What you need to do | Return each entry below without any alteration.

Data records |
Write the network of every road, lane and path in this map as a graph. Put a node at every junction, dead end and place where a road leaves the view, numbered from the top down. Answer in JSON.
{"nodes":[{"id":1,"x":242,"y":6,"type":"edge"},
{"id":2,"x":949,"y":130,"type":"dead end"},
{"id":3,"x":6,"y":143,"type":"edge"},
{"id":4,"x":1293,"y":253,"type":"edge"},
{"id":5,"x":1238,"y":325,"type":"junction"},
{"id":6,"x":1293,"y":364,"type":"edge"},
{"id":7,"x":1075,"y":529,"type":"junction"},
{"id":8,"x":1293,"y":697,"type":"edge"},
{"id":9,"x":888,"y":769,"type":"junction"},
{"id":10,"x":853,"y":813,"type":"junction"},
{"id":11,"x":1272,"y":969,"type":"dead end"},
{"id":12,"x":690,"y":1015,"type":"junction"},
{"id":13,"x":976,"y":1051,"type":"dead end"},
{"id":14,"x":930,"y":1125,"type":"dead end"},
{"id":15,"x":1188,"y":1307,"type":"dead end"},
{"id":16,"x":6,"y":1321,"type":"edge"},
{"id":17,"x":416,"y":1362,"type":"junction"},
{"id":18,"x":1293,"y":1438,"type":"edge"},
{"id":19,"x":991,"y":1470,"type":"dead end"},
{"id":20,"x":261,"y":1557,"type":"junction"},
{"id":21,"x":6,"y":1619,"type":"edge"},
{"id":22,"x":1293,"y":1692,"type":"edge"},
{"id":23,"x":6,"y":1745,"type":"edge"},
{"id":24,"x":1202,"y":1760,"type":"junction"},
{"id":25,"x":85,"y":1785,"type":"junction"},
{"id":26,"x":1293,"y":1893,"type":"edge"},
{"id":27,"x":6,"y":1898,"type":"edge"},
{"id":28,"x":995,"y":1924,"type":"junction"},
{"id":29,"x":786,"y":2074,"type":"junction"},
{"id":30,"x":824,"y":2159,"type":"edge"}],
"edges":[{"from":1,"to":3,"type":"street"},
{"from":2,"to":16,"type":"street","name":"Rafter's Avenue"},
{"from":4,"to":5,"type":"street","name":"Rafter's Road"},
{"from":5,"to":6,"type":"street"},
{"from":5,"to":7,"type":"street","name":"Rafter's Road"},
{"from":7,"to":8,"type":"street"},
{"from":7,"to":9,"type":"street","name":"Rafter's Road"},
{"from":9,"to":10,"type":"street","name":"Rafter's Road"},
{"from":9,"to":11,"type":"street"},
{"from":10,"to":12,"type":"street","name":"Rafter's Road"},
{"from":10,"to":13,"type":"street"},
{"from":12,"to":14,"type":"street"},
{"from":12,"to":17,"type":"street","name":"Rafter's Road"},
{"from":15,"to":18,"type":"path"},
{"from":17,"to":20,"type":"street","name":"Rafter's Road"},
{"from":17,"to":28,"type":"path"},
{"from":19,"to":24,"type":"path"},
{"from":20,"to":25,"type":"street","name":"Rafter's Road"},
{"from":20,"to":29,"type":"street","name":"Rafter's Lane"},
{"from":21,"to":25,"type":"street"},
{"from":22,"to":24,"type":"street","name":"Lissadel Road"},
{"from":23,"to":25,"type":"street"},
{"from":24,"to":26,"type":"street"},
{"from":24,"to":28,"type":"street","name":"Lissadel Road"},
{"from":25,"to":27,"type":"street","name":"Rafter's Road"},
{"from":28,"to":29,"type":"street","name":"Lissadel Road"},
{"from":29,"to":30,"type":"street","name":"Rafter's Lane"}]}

Output |
Write the network of every road, lane and path in this map as a graph. Put a node at every junction, dead end and place where a road leaves the view, numbered from the top down. Answer in JSON.
{"nodes":[{"id":1,"x":242,"y":6,"type":"edge"},
{"id":2,"x":949,"y":130,"type":"dead end"},
{"id":3,"x":6,"y":143,"type":"edge"},
{"id":4,"x":1293,"y":253,"type":"edge"},
{"id":5,"x":1238,"y":325,"type":"junction"},
{"id":6,"x":1293,"y":364,"type":"edge"},
{"id":7,"x":1075,"y":529,"type":"junction"},
{"id":8,"x":1293,"y":697,"type":"edge"},
{"id":9,"x":888,"y":769,"type":"junction"},
{"id":10,"x":853,"y":813,"type":"junction"},
{"id":11,"x":1272,"y":969,"type":"dead end"},
{"id":12,"x":690,"y":1015,"type":"junction"},
{"id":13,"x":976,"y":1051,"type":"dead end"},
{"id":14,"x":930,"y":1125,"type":"dead end"},
{"id":15,"x":1188,"y":1307,"type":"dead end"},
{"id":16,"x":6,"y":1321,"type":"edge"},
{"id":17,"x":416,"y":1362,"type":"junction"},
{"id":18,"x":1293,"y":1438,"type":"edge"},
{"id":19,"x":991,"y":1470,"type":"dead end"},
{"id":20,"x":261,"y":1557,"type":"junction"},
{"id":21,"x":6,"y":1619,"type":"edge"},
{"id":22,"x":1293,"y":1692,"type":"edge"},
{"id":23,"x":6,"y":1745,"type":"edge"},
{"id":24,"x":1202,"y":1760,"type":"junction"},
{"id":25,"x":85,"y":1785,"type":"junction"},
{"id":26,"x":1293,"y":1893,"type":"edge"},
{"id":27,"x":6,"y":1898,"type":"edge"},
{"id":28,"x":995,"y":1924,"type":"junction"},
{"id":29,"x":786,"y":2074,"type":"junction"},
{"id":30,"x":824,"y":2159,"type":"edge"}],
"edges":[{"from":1,"to":3,"type":"street"},
{"from":2,"to":16,"type":"street","name":"Rafter's Avenue"},
{"from":4,"to":5,"type":"street","name":"Rafter's Road"},
{"from":5,"to":6,"type":"street"},
{"from":5,"to":7,"type":"street","name":"Rafter's Road"},
{"from":7,"to":8,"type":"street"},
{"from":7,"to":9,"type":"street","name":"Rafter's Road"},
{"from":9,"to":10,"type":"street","name":"Rafter's Road"},
{"from":9,"to":11,"type":"street"},
{"from":10,"to":12,"type":"street","name":"Rafter's Road"},
{"from":10,"to":13,"type":"street"},
{"from":12,"to":14,"type":"street"},
{"from":12,"to":17,"type":"street","name":"Rafter's Road"},
{"from":15,"to":18,"type":"path"},
{"from":17,"to":20,"type":"street","name":"Rafter's Road"},
{"from":17,"to":28,"type":"path"},
{"from":19,"to":24,"type":"path"},
{"from":20,"to":25,"type":"street","name":"Rafter's Road"},
{"from":20,"to":29,"type":"street","name":"Rafter's Lane"},
{"from":21,"to":25,"type":"street"},
{"from":22,"to":24,"type":"street","name":"Lissadel Road"},
{"from":23,"to":25,"type":"street"},
{"from":24,"to":26,"type":"street"},
{"from":24,"to":28,"type":"street","name":"Lissadel Road"},
{"from":25,"to":27,"type":"street","name":"Rafter's Road"},
{"from":28,"to":29,"type":"street","name":"Lissadel Road"},
{"from":29,"to":30,"type":"street","name":"Rafter's Lane"}]}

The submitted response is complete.